TASK OBJECTIVE: For this task, copy all of the data below exactly and skip the pictures.

== INPUT DATA

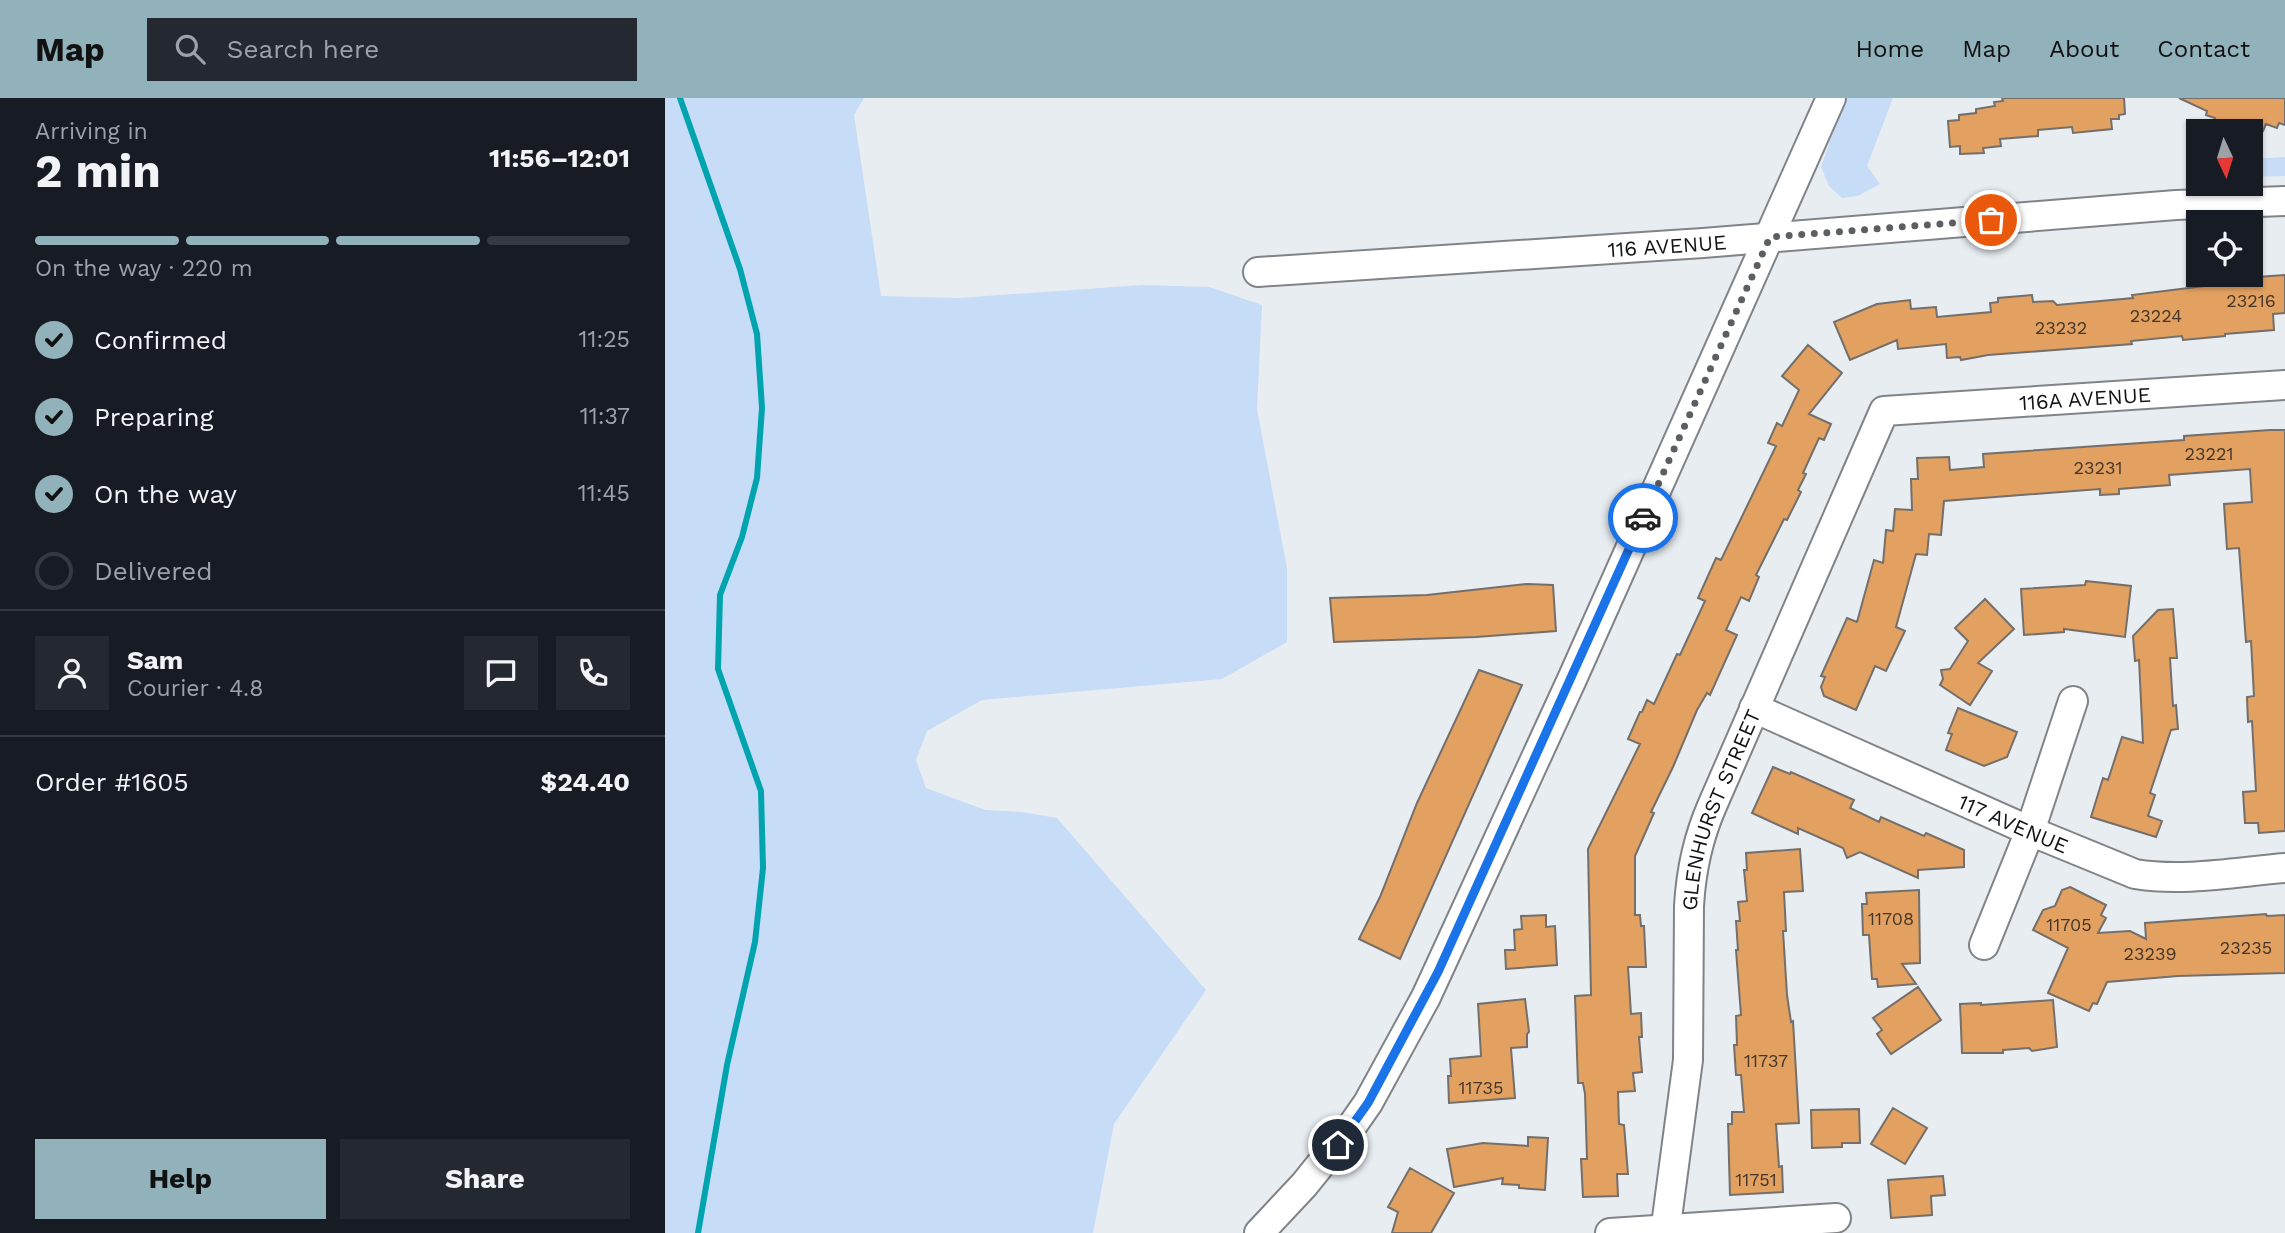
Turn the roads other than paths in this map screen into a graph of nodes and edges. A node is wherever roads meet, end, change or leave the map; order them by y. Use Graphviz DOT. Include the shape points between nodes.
graph roads {
  1 [pos="1831,98"];
  2 [pos="2285,201"];
  3 [pos="1770,237"];
  4 [pos="1258,271"];
  5 [pos="2285,385"];
  6 [pos="1884,411"];
  7 [pos="2073,701"];
  8 [pos="1755,708"];
  9 [pos="2030,831"];
  10 [pos="2285,868"];
  11 [pos="1984,945"];
  12 [pos="1836,1218"];
  13 [pos="1665,1231"];
  14 [pos="1259,1233"];
  15 [pos="1609,1233"];
  1 -- 3 [label="street"];
  2 -- 3 [label="street, 116 AVENUE" via="2176,205"];
  3 -- 4 [label="street, 116 AVENUE"];
  3 -- 14 [label="street" via="1426,997 1354,1123"];
  5 -- 6 [label="street, 116A AVENUE"];
  6 -- 8 [label="street, GLENHURST STREET"];
  7 -- 9 [label="street"];
  8 -- 9 [label="street, 117 AVENUE"];
  8 -- 13 [label="street, GLENHURST STREET" via="1704,825 1690,883 1688,1060"];
  9 -- 10 [label="street, 117 AVENUE" via="2134,874 2185,876"];
  9 -- 11 [label="street"];
  12 -- 13 [label="street"];
  13 -- 15 [label="street"];
}
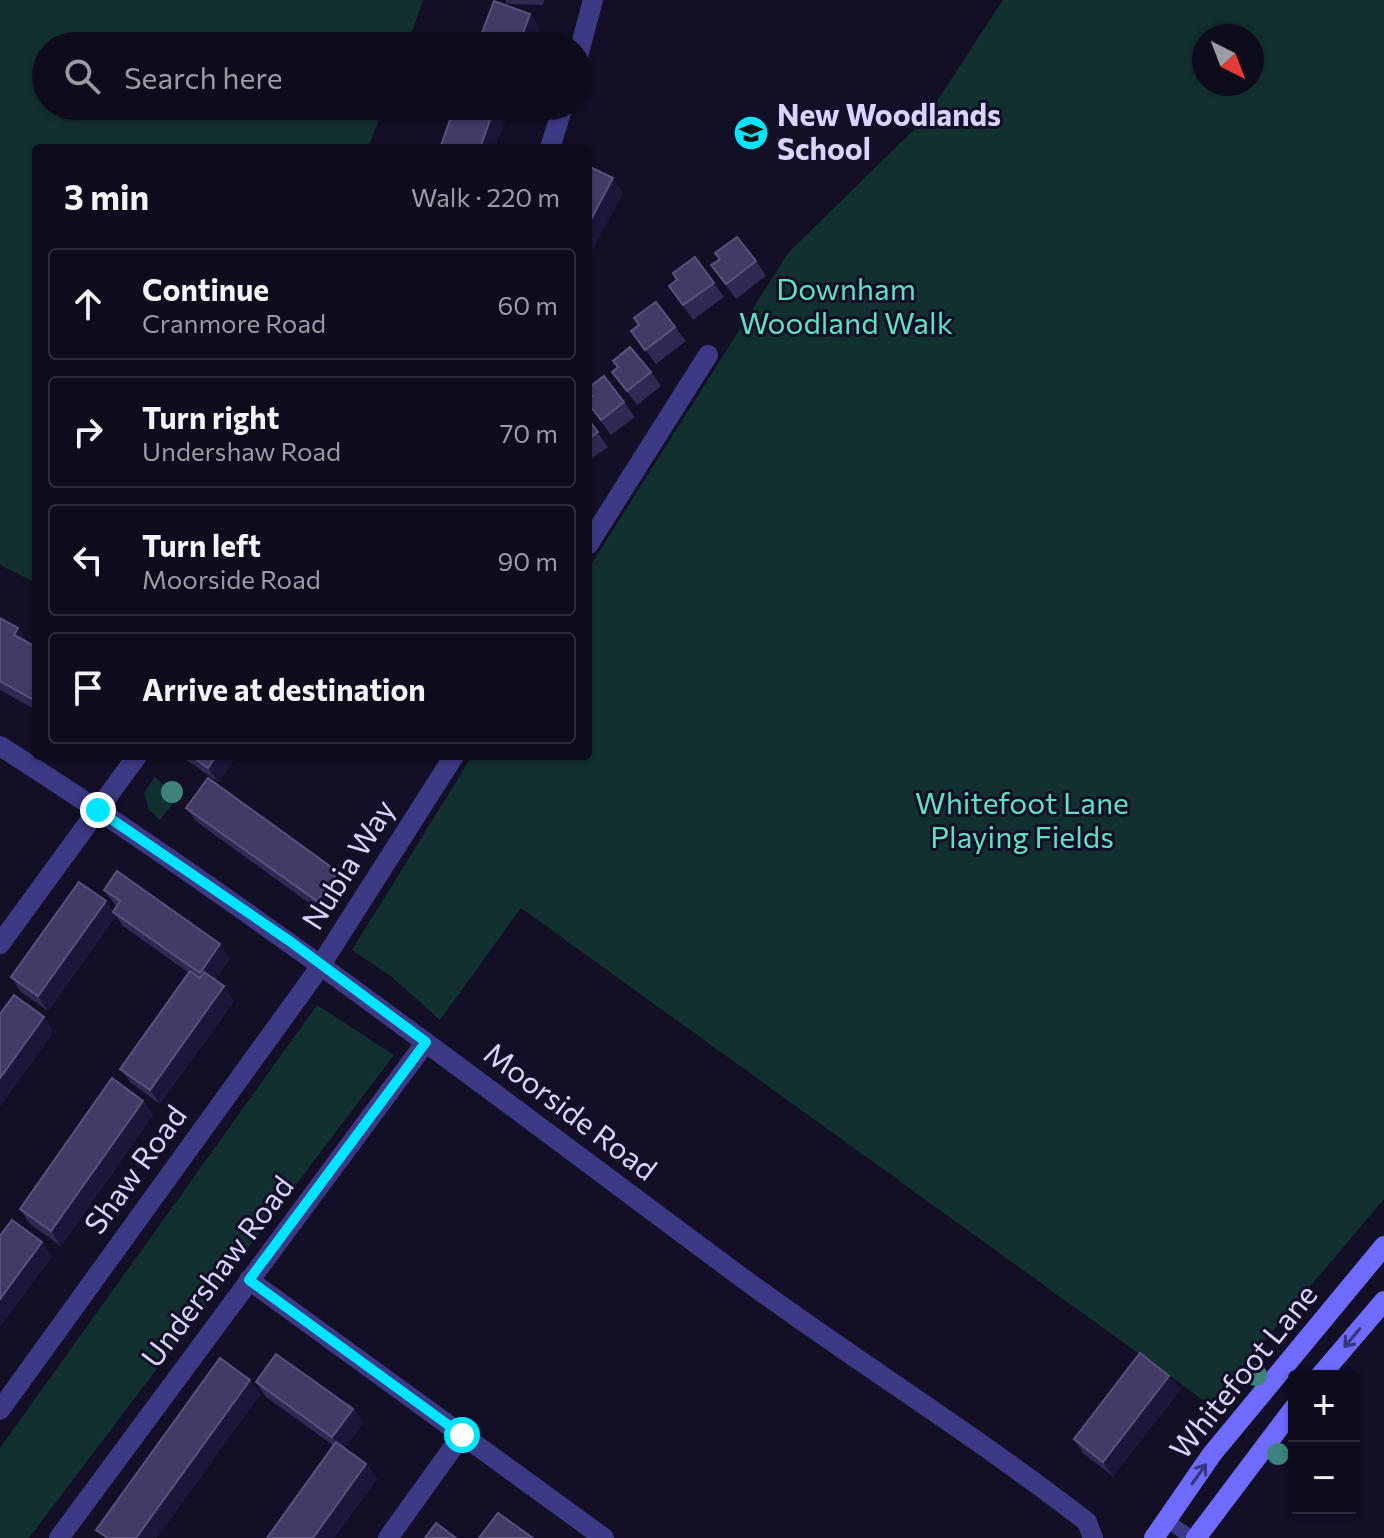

====

SOLUTION TO THE PROBLEM:
Turn the roads other than paths in this map screen into a graph of nodes and edges. A node is wherever roads meet, end, change or leave the map; order them by y. Use Graphviz DOT. Include the shape points between nodes.
graph roads {
  1 [pos="1831,98"];
  2 [pos="2285,201"];
  3 [pos="1770,237"];
  4 [pos="1258,271"];
  5 [pos="2285,385"];
  6 [pos="1884,411"];
  7 [pos="2073,701"];
  8 [pos="1755,708"];
  9 [pos="2030,831"];
  10 [pos="2285,868"];
  11 [pos="1984,945"];
  12 [pos="1836,1218"];
  13 [pos="1665,1231"];
  14 [pos="1259,1233"];
  15 [pos="1609,1233"];
  1 -- 3 [label="street"];
  2 -- 3 [label="street, 116 AVENUE" via="2176,205"];
  3 -- 4 [label="street, 116 AVENUE"];
  3 -- 14 [label="street" via="1426,997 1354,1123"];
  5 -- 6 [label="street, 116A AVENUE"];
  6 -- 8 [label="street, GLENHURST STREET"];
  7 -- 9 [label="street"];
  8 -- 9 [label="street, 117 AVENUE"];
  8 -- 13 [label="street, GLENHURST STREET" via="1704,825 1690,883 1688,1060"];
  9 -- 10 [label="street, 117 AVENUE" via="2134,874 2185,876"];
  9 -- 11 [label="street"];
  12 -- 13 [label="street"];
  13 -- 15 [label="street"];
}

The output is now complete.